▸ PROBLEM REQUIREMENTS
In how many lines of the data below does the word "roads" appear? Reply with the number and nothing more.

===== DATA TO PROCESS

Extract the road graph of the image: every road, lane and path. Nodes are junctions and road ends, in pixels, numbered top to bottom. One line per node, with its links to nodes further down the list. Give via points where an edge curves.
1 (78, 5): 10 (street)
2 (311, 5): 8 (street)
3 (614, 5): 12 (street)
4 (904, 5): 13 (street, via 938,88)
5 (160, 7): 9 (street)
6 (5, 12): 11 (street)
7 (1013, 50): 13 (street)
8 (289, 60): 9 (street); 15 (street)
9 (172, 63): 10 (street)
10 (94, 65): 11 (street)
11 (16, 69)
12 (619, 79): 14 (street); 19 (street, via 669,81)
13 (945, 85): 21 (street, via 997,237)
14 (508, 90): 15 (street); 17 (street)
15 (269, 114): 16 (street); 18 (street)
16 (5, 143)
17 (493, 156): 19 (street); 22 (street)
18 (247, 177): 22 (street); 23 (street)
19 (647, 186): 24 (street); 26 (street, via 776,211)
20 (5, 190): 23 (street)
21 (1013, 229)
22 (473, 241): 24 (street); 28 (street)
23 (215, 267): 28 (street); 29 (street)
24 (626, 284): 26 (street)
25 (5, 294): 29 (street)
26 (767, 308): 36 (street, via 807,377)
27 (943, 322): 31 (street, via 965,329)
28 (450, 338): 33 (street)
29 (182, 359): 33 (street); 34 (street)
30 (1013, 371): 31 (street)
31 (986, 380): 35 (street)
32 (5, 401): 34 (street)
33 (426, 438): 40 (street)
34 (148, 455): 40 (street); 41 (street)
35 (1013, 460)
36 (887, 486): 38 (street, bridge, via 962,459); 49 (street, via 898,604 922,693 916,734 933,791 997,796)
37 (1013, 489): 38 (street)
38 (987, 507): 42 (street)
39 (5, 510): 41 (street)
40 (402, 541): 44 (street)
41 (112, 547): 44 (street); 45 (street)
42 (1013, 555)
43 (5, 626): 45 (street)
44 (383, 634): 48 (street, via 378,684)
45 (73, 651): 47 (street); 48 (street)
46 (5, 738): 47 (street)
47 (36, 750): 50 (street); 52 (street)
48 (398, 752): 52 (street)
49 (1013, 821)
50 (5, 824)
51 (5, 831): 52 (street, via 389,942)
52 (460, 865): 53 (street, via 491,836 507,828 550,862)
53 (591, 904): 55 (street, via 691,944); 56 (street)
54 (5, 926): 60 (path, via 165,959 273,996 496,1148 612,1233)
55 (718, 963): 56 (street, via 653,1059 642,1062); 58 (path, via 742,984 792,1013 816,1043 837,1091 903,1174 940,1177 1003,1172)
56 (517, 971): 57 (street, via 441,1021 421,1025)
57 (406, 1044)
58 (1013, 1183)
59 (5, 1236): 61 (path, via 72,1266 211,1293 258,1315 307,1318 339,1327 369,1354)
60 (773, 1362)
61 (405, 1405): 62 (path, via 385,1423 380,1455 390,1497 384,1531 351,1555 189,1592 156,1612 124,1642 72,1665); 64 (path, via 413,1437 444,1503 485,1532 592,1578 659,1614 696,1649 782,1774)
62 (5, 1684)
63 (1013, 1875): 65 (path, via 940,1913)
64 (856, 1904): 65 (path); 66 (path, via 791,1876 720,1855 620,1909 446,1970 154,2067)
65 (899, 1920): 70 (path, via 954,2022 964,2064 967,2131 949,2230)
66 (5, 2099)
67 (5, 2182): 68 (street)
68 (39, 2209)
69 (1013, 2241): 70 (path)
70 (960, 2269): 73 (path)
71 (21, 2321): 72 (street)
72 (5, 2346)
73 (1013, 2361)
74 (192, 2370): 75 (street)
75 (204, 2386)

==========
===== DATA TO PROCESS

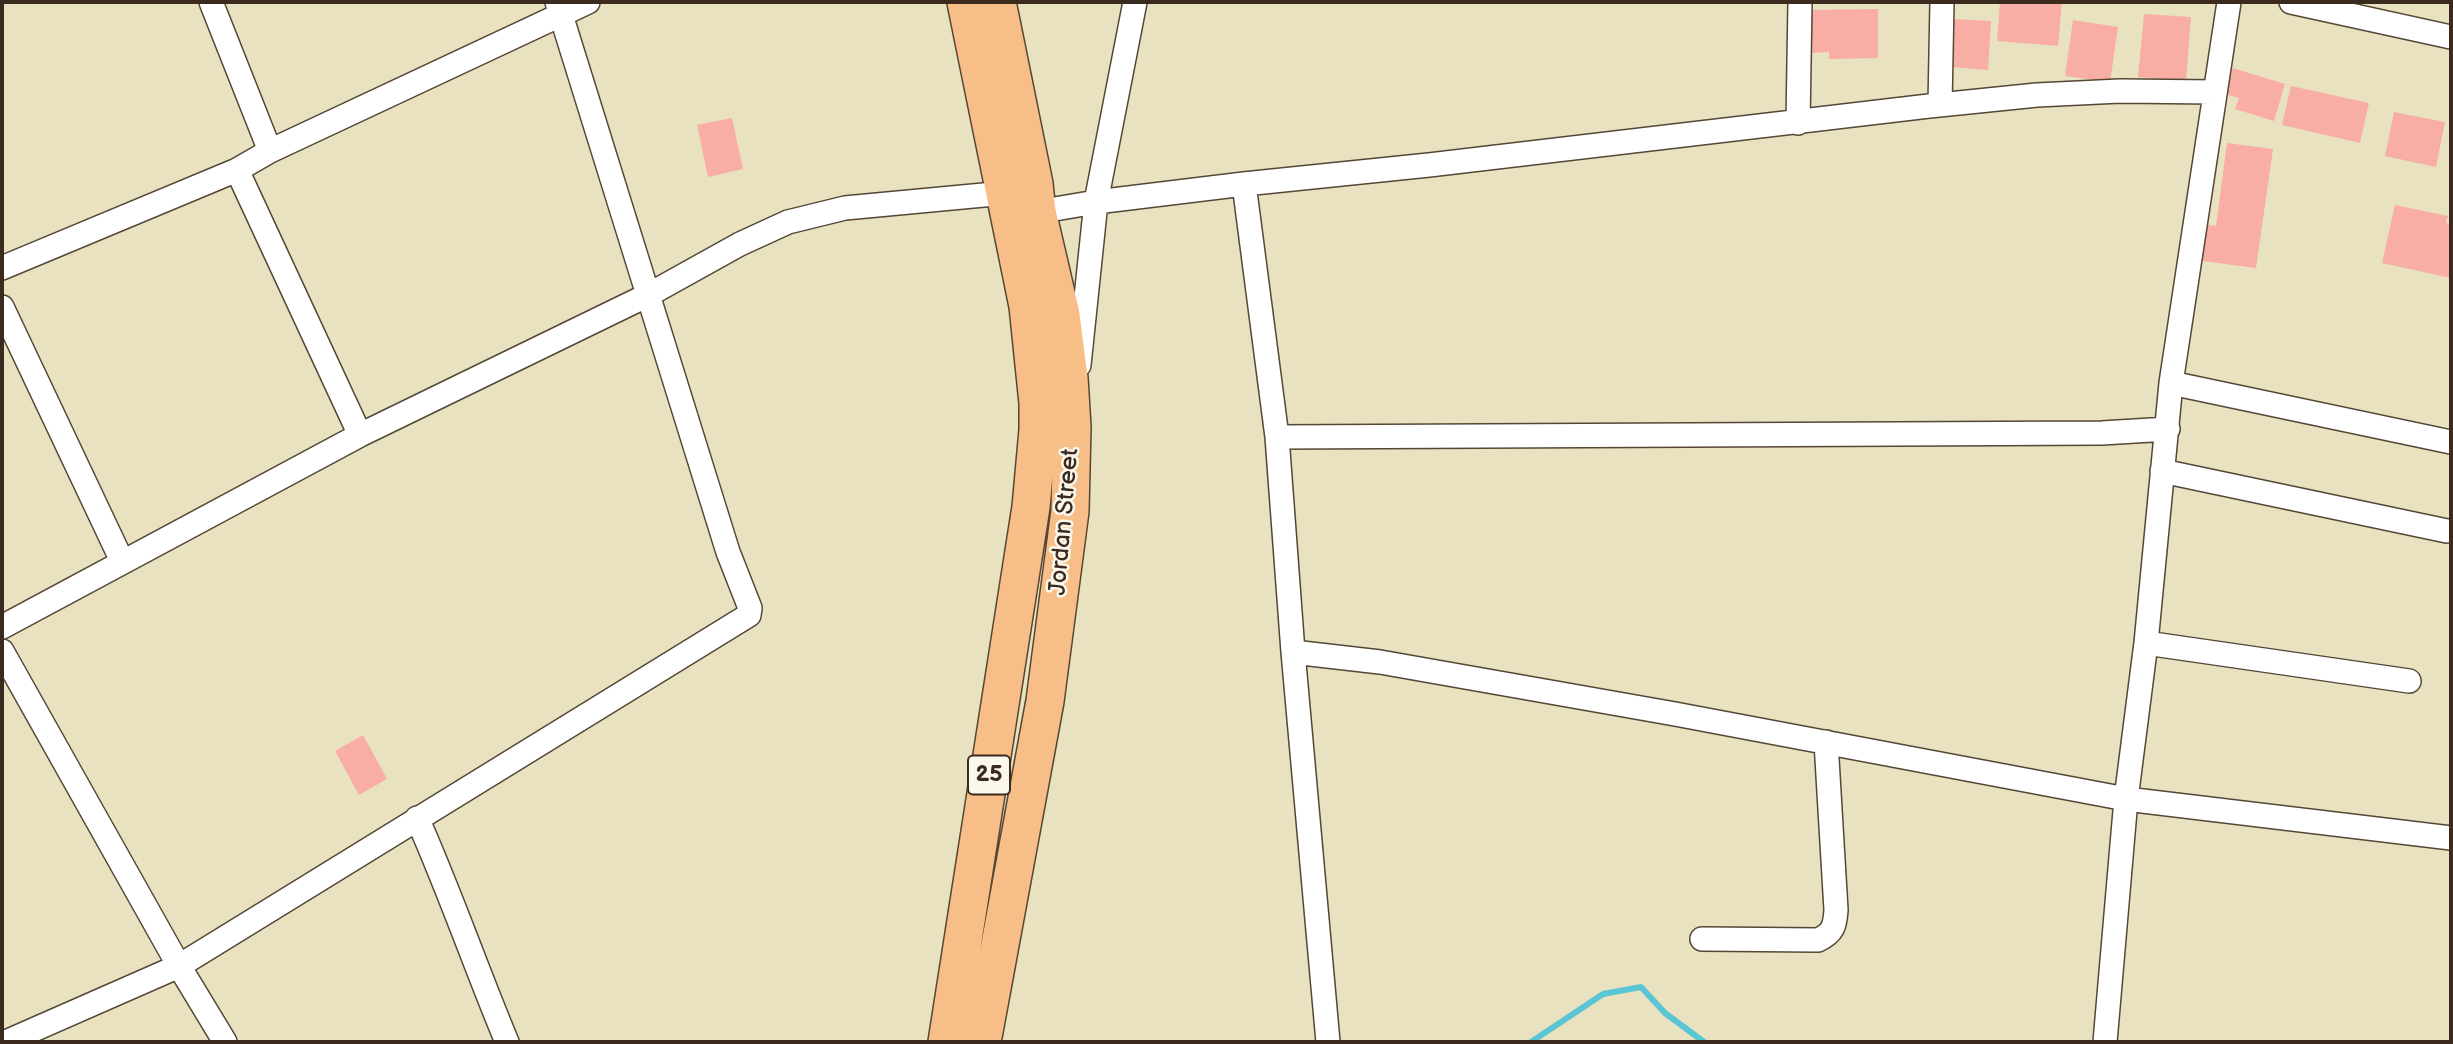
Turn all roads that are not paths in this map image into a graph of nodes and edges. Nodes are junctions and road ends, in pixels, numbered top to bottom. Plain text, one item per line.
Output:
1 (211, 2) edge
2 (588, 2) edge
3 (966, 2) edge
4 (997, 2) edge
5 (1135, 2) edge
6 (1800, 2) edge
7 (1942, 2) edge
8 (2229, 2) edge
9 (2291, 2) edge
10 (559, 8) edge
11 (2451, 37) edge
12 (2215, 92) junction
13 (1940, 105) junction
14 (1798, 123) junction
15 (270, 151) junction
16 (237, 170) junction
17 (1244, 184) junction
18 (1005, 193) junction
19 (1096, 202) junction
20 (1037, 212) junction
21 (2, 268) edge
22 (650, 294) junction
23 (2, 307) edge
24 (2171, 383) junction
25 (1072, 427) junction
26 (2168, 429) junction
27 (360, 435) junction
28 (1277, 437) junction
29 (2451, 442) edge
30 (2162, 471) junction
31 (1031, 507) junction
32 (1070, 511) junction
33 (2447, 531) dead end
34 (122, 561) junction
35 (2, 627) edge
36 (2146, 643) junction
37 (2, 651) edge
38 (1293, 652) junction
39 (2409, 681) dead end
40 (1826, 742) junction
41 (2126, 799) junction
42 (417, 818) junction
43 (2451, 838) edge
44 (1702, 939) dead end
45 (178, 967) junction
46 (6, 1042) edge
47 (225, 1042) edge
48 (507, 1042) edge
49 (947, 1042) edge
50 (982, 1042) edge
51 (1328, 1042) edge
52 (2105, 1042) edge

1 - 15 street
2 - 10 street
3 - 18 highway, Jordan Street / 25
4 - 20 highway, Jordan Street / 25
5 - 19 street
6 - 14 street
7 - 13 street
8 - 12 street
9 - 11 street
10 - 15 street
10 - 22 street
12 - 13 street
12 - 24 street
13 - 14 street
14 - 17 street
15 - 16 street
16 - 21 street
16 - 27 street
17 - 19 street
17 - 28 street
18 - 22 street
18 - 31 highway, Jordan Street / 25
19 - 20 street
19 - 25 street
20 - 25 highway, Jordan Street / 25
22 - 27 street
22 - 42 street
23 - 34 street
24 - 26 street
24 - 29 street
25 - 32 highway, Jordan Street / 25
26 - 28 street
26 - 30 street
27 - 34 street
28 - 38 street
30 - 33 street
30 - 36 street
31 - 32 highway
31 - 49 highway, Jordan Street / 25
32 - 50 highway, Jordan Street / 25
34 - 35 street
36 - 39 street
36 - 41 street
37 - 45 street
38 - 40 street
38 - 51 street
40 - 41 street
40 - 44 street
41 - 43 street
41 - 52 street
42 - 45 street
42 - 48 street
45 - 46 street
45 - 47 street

==========
===== DATA TO PROCESS

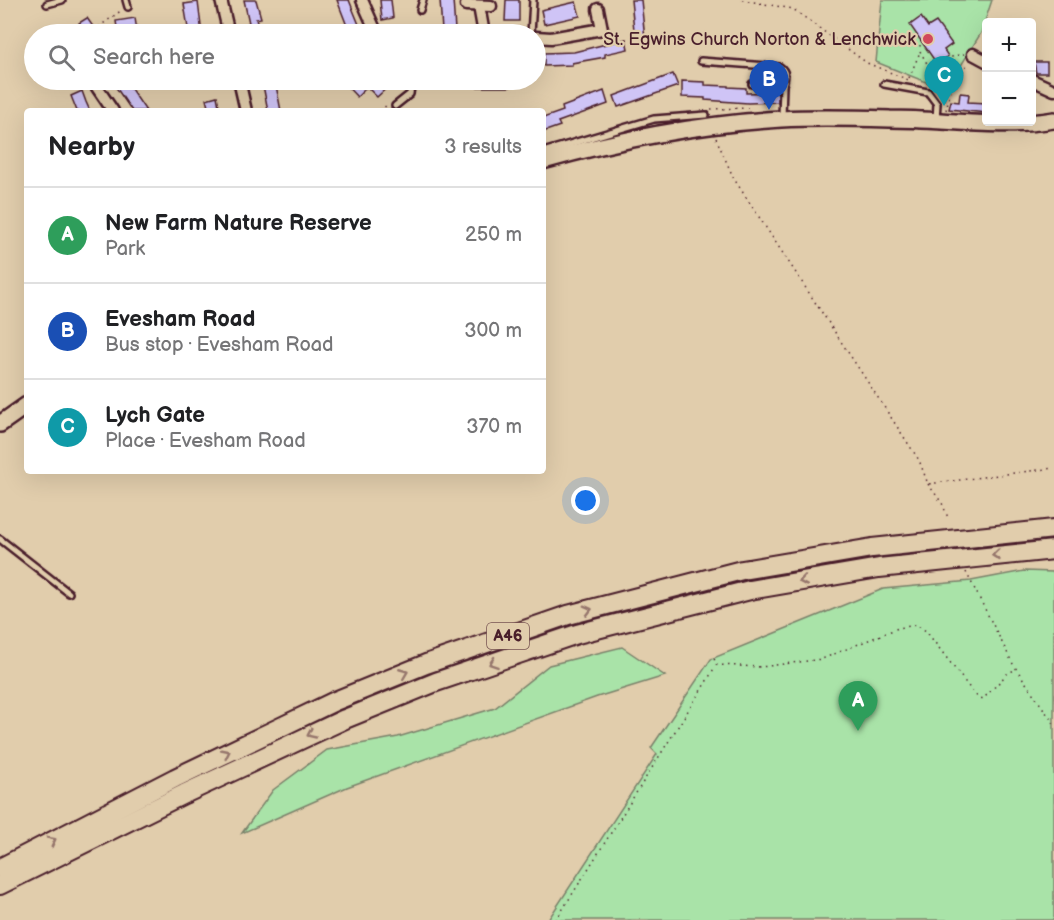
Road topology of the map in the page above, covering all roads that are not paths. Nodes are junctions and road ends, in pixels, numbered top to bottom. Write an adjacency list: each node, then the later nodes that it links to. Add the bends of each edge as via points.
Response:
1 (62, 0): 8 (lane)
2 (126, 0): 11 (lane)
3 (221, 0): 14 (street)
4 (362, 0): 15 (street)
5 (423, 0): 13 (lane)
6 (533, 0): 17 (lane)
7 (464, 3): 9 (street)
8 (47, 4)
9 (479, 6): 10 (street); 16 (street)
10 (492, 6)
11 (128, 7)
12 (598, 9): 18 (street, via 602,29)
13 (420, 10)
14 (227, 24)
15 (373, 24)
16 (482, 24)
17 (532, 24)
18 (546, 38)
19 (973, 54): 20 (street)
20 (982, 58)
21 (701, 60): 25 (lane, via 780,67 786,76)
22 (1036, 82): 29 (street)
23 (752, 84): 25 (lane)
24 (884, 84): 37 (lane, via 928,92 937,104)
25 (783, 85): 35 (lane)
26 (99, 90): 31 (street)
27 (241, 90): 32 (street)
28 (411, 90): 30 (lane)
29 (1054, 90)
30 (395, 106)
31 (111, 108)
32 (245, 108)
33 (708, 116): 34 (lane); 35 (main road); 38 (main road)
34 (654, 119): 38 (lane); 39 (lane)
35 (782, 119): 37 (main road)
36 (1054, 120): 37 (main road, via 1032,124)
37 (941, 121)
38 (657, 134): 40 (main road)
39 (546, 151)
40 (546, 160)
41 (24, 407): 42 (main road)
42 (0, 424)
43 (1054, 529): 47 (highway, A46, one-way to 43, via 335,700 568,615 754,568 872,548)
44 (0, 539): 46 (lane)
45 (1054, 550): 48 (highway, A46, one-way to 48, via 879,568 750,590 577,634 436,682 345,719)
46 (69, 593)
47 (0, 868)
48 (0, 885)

==========

▸ RESULT BELOW
2